Paint is probably on a lot of homeowner’s minds right now (and if you listened to last week’s podcast you have definitely thought about it). With the warmer weather allowing us to step outside and breathe fresh air, we’re also afforded the opportunity to see what the weather and time have done to the outside of our homes. Updating the paint on your home’s exterior might be an obvious need, and is a task best completed when temperatures are mild and not too humid. Spring is a good time to plan and prep for that, so read on for pointers on painting your historical home.
Painting a historical home can be quite a challenge. Proper preparation, risk of damage, quality and cost, safety, color choices, and maintaining it all must be considered. Read on for tips to navigate this process.

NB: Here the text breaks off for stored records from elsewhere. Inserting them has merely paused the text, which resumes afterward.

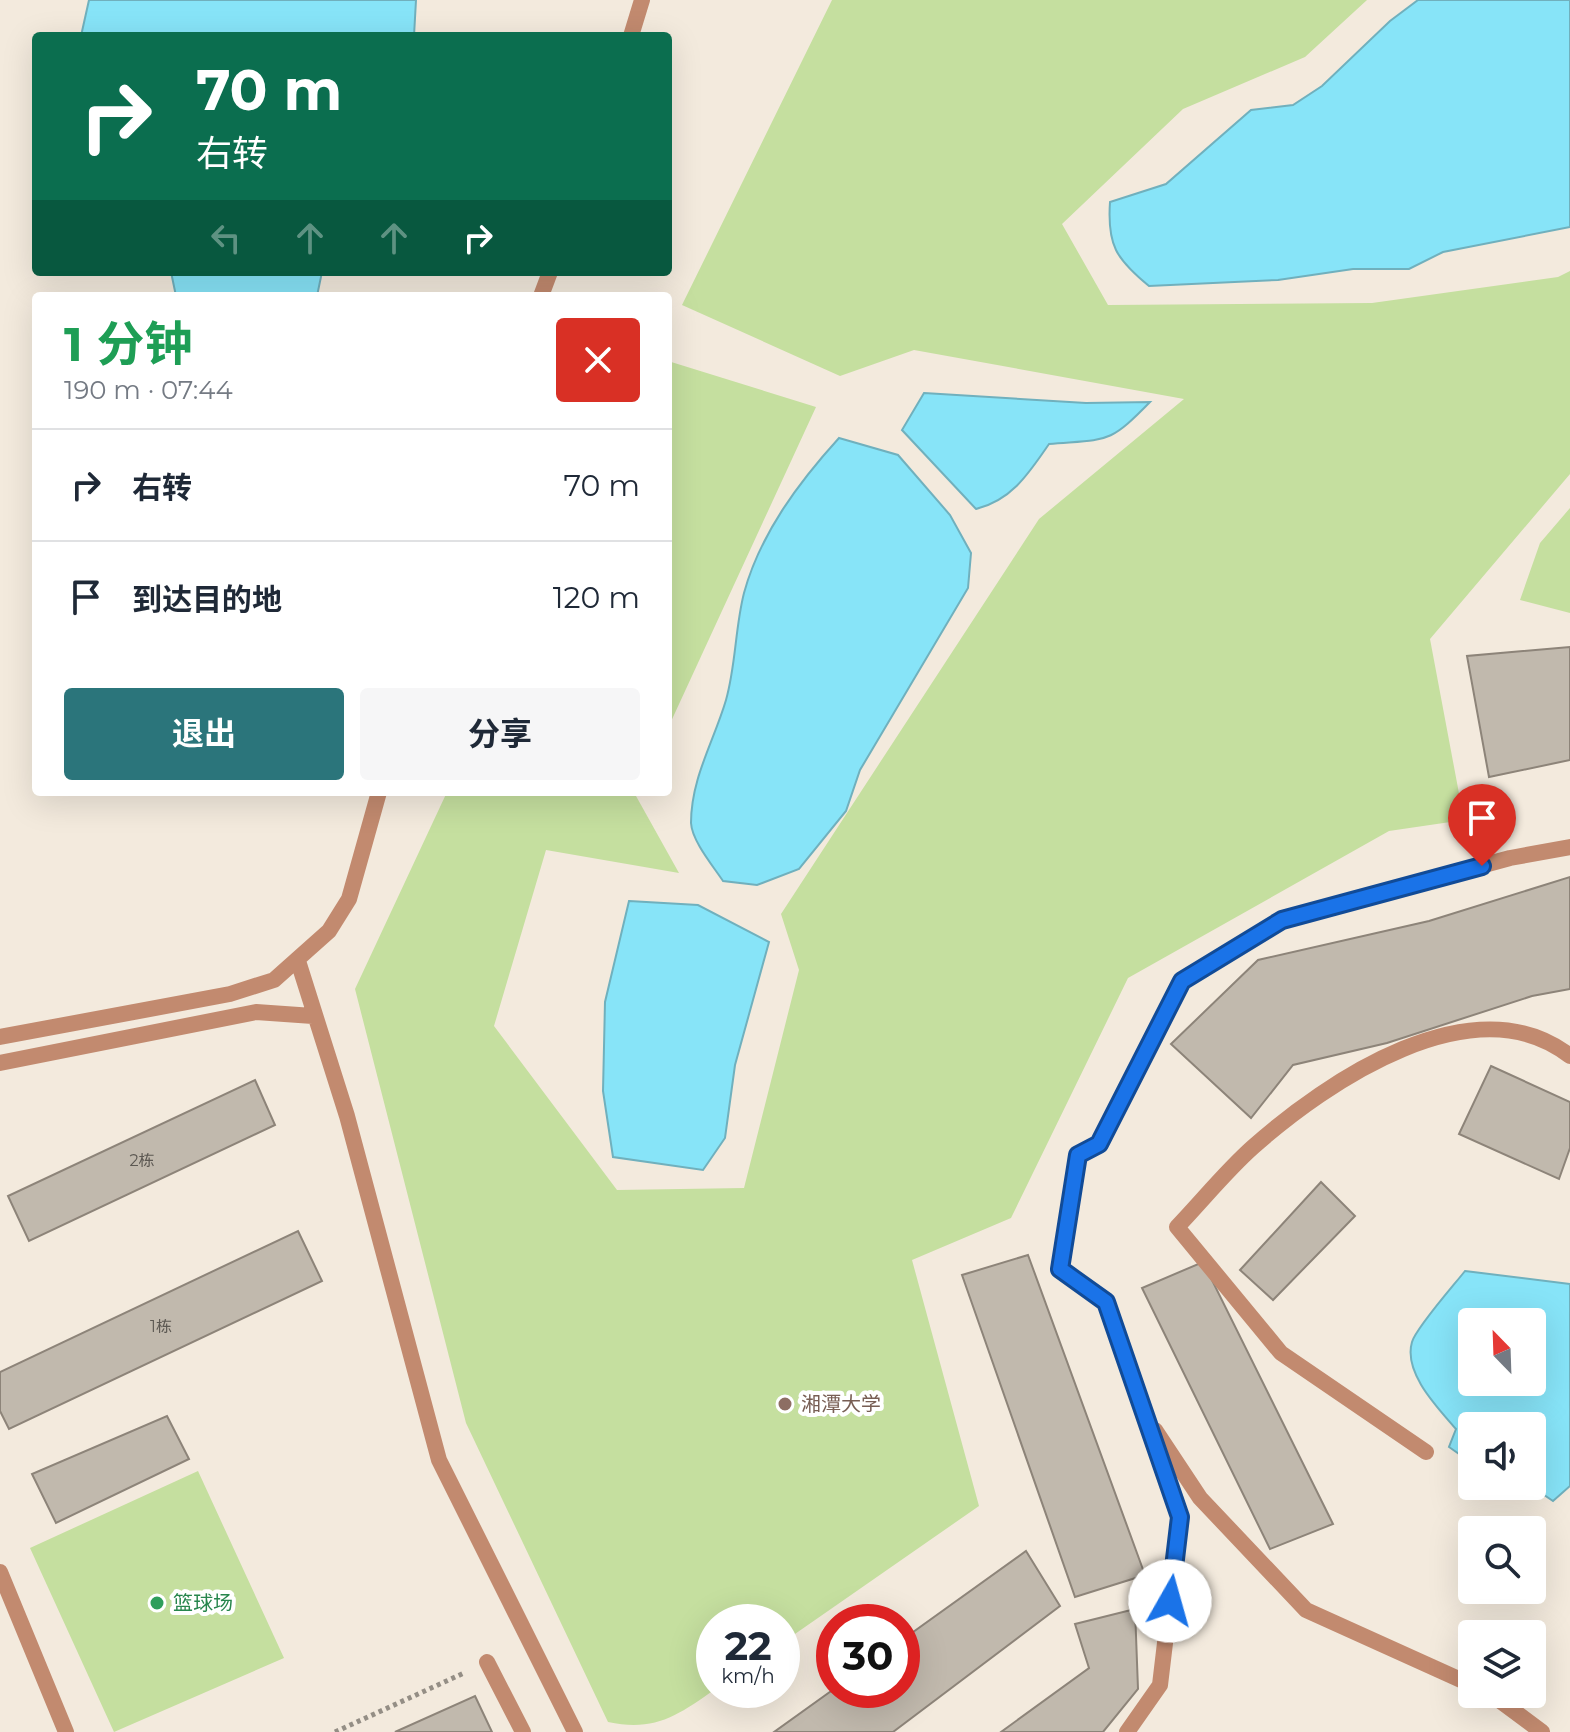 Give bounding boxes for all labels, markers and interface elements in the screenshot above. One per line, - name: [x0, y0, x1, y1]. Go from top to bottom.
- text: 70 m: [196, 56, 342, 124]
- icon: right: [64, 64, 168, 168]
- text: 右转: [196, 131, 268, 175]
- icon: left: [204, 216, 248, 260]
- icon: ahead: [288, 216, 332, 260]
- icon: ahead: [372, 216, 416, 260]
- icon: right: [456, 216, 500, 260]
- text: 1 分钟: [64, 315, 192, 373]
- button: close: [556, 318, 640, 402]
- text: 190 m · 07:44: [64, 374, 233, 406]
- icon: right: [64, 463, 108, 507]
- text: 70 m: [563, 467, 640, 504]
- text: 右转: [132, 469, 192, 506]
- icon: arrive: [64, 575, 108, 619]
- text: 120 m: [553, 579, 640, 616]
- text: 到达目的地: [132, 581, 282, 618]
- button: 退出: [64, 688, 344, 780]
- button: 分享: [360, 688, 640, 780]
- pin: [1448, 784, 1516, 866]
- icon: arrive: [1460, 796, 1504, 840]
- house number: 2栋: [129, 1151, 155, 1170]
- north arrow: [1458, 1308, 1546, 1396]
- map controls: [1458, 1308, 1546, 1708]
- house number: 1栋: [150, 1317, 172, 1336]
- place label: 湘潭大学: [801, 1392, 881, 1416]
- marker: 湘潭大学: [776, 1395, 794, 1413]
- button: sound: [1458, 1412, 1546, 1500]
- button: search: [1458, 1516, 1546, 1604]
- position arrow: [1128, 1559, 1212, 1643]
- place label: 篮球场: [173, 1591, 233, 1615]
- marker: 篮球场: [148, 1594, 166, 1612]
- speed limit sign: 30: [816, 1604, 920, 1708]
- button: layers: [1458, 1620, 1546, 1708]
- text: 22: [724, 1621, 772, 1670]
- text: km/h: [721, 1664, 775, 1688] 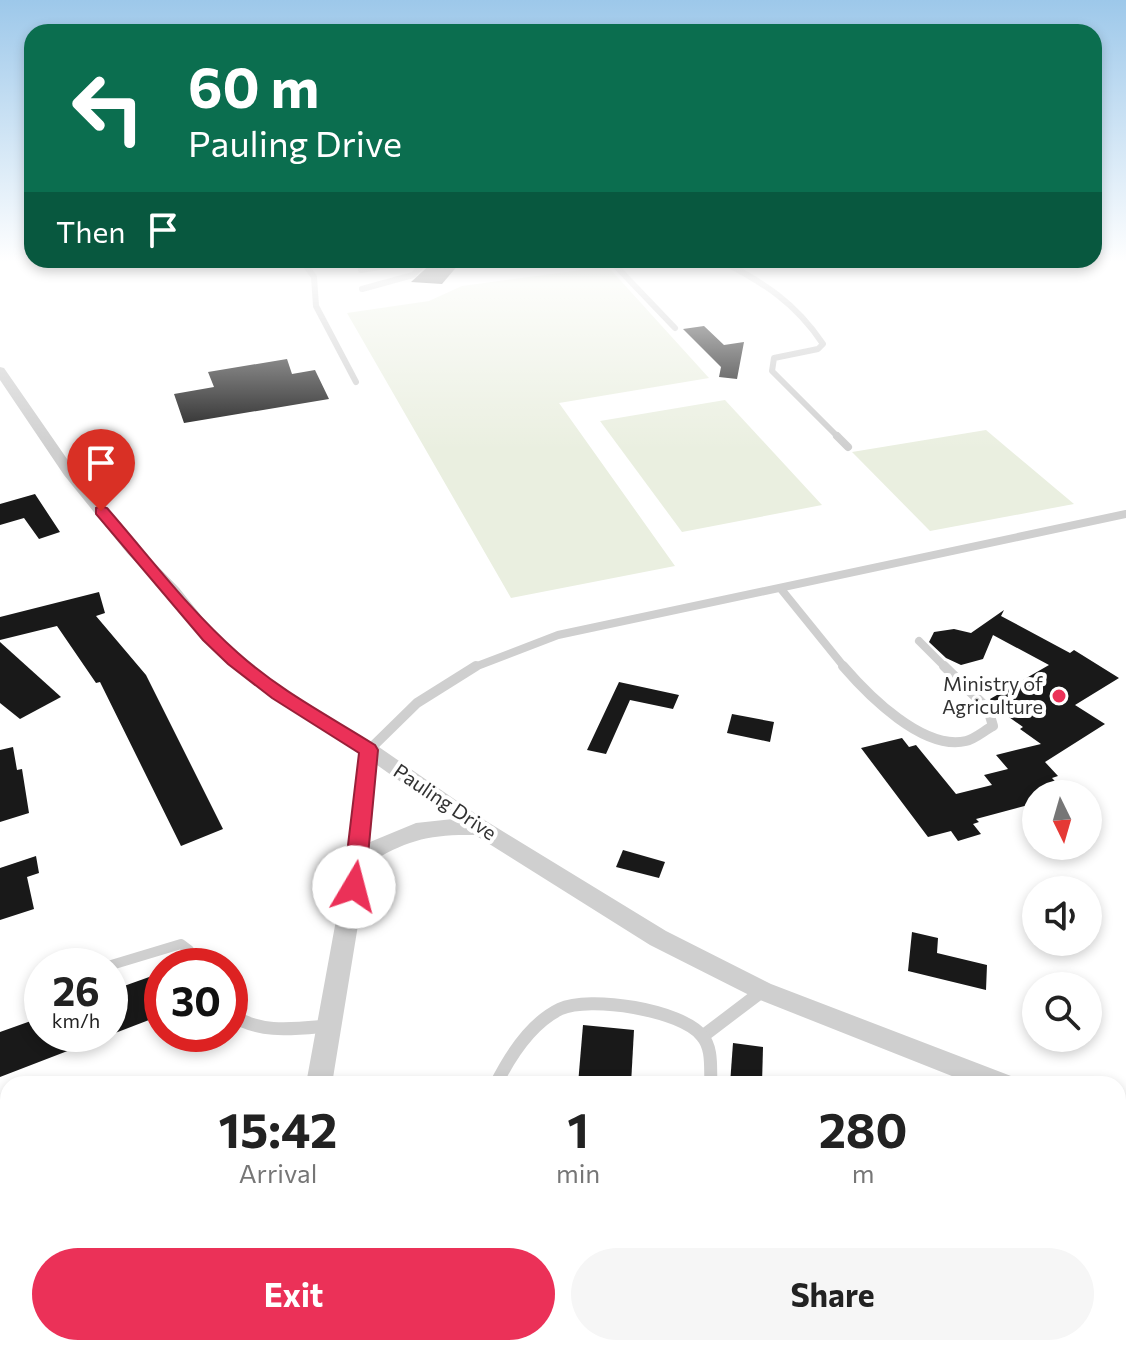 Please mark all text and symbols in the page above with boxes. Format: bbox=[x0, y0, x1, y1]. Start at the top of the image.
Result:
text: 60 m bbox=[188, 51, 319, 120]
icon: left bbox=[56, 56, 160, 160]
text: Pauling Drive bbox=[188, 120, 402, 164]
icon: arrive bbox=[141, 208, 185, 252]
text: Then bbox=[56, 212, 125, 249]
pin bbox=[67, 429, 135, 511]
icon: arrive bbox=[79, 441, 123, 485]
place label: Ministry of Agriculture bbox=[942, 671, 1043, 718]
marker: Ministry of Agriculture bbox=[1050, 687, 1068, 705]
street label: Pauling Drive bbox=[390, 758, 502, 844]
north arrow bbox=[1022, 780, 1102, 860]
map controls bbox=[1022, 780, 1102, 1052]
position arrow bbox=[312, 845, 396, 929]
button: sound bbox=[1022, 876, 1102, 956]
speed limit sign: 30 bbox=[144, 948, 248, 1052]
text: 26 bbox=[52, 965, 100, 1014]
button: search bbox=[1022, 972, 1102, 1052]
text: km/h bbox=[52, 1008, 100, 1032]
text: 15:42 bbox=[219, 1099, 337, 1158]
text: 1 bbox=[567, 1099, 589, 1158]
text: 280 bbox=[819, 1099, 907, 1158]
text: Arrival bbox=[239, 1157, 317, 1188]
text: min bbox=[556, 1157, 600, 1188]
text: m bbox=[852, 1157, 874, 1188]
button: Exit bbox=[32, 1248, 555, 1340]
button: Share bbox=[571, 1248, 1094, 1340] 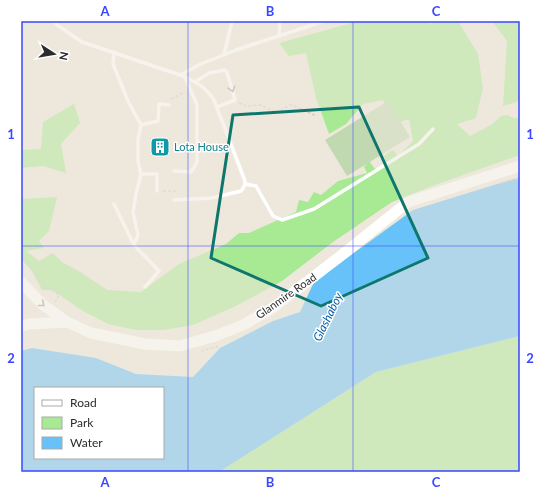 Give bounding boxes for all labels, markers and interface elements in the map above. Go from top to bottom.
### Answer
text: A [99,3,110,19]
text: B [266,3,275,19]
text: C [432,3,441,19]
north arrow [34,34,74,74]
text: N [57,51,72,62]
one-way arrow [227,85,236,92]
text: 1 [7,126,15,142]
text: 1 [526,126,534,142]
building icon: Lota House [149,136,171,158]
place label: Lota House [174,140,229,153]
street label: Glanmire Road [253,270,318,321]
water label: Glashaboy [309,290,346,344]
one-way arrow [38,299,45,306]
text: 2 [7,350,15,366]
text: 2 [526,350,534,366]
legend [34,387,164,459]
text: Road [70,395,97,410]
text: Park [70,415,94,430]
text: Water [70,435,103,450]
text: A [99,474,110,490]
text: B [266,474,275,490]
text: C [432,474,441,490]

TIPS FOR PAINTING YOUR HISTORICAL HOME
- Preparation. One of the key elements to a successful, long-lasting project is the surface preparation. For the different types of paint that may already be on your building, each has its own preparation requirements. If you are not sure what type of paint is on your building, you can consult a qualified contractor to obtain a paint analysis, providing you with both the chemical and color makeup of your existing paint. Determine if paint is failing, and possible causes – moisture is usually the reason paint is failing. Once you have addressed the underlying cause, you can move on to preparing the surface for the paint. Make sure that the surface is clean and free of loose paint (you can remove the paint completely, but this is not always necessary to get to a sound surface). Never use abrasive methods (see next bullet regarding damage avoidance below) to remove paint. Listen to one of our previous podcasts for tips on one option to safely strip paint. After the paint is removed and the surface is cleaned, make sure that the wood has a chance to dry out before the prime coat is added. If the wood is very dry (e.g., the paint has peeled off and it has been allowed to weather with no coating) you can pre-treat with 50% boiled linseed oil and 50% turpentine prior to the oil-based prime coat. Using good lead-safe habits is important for any building pre-1978 (we assume it has lead paint unless it has been abated)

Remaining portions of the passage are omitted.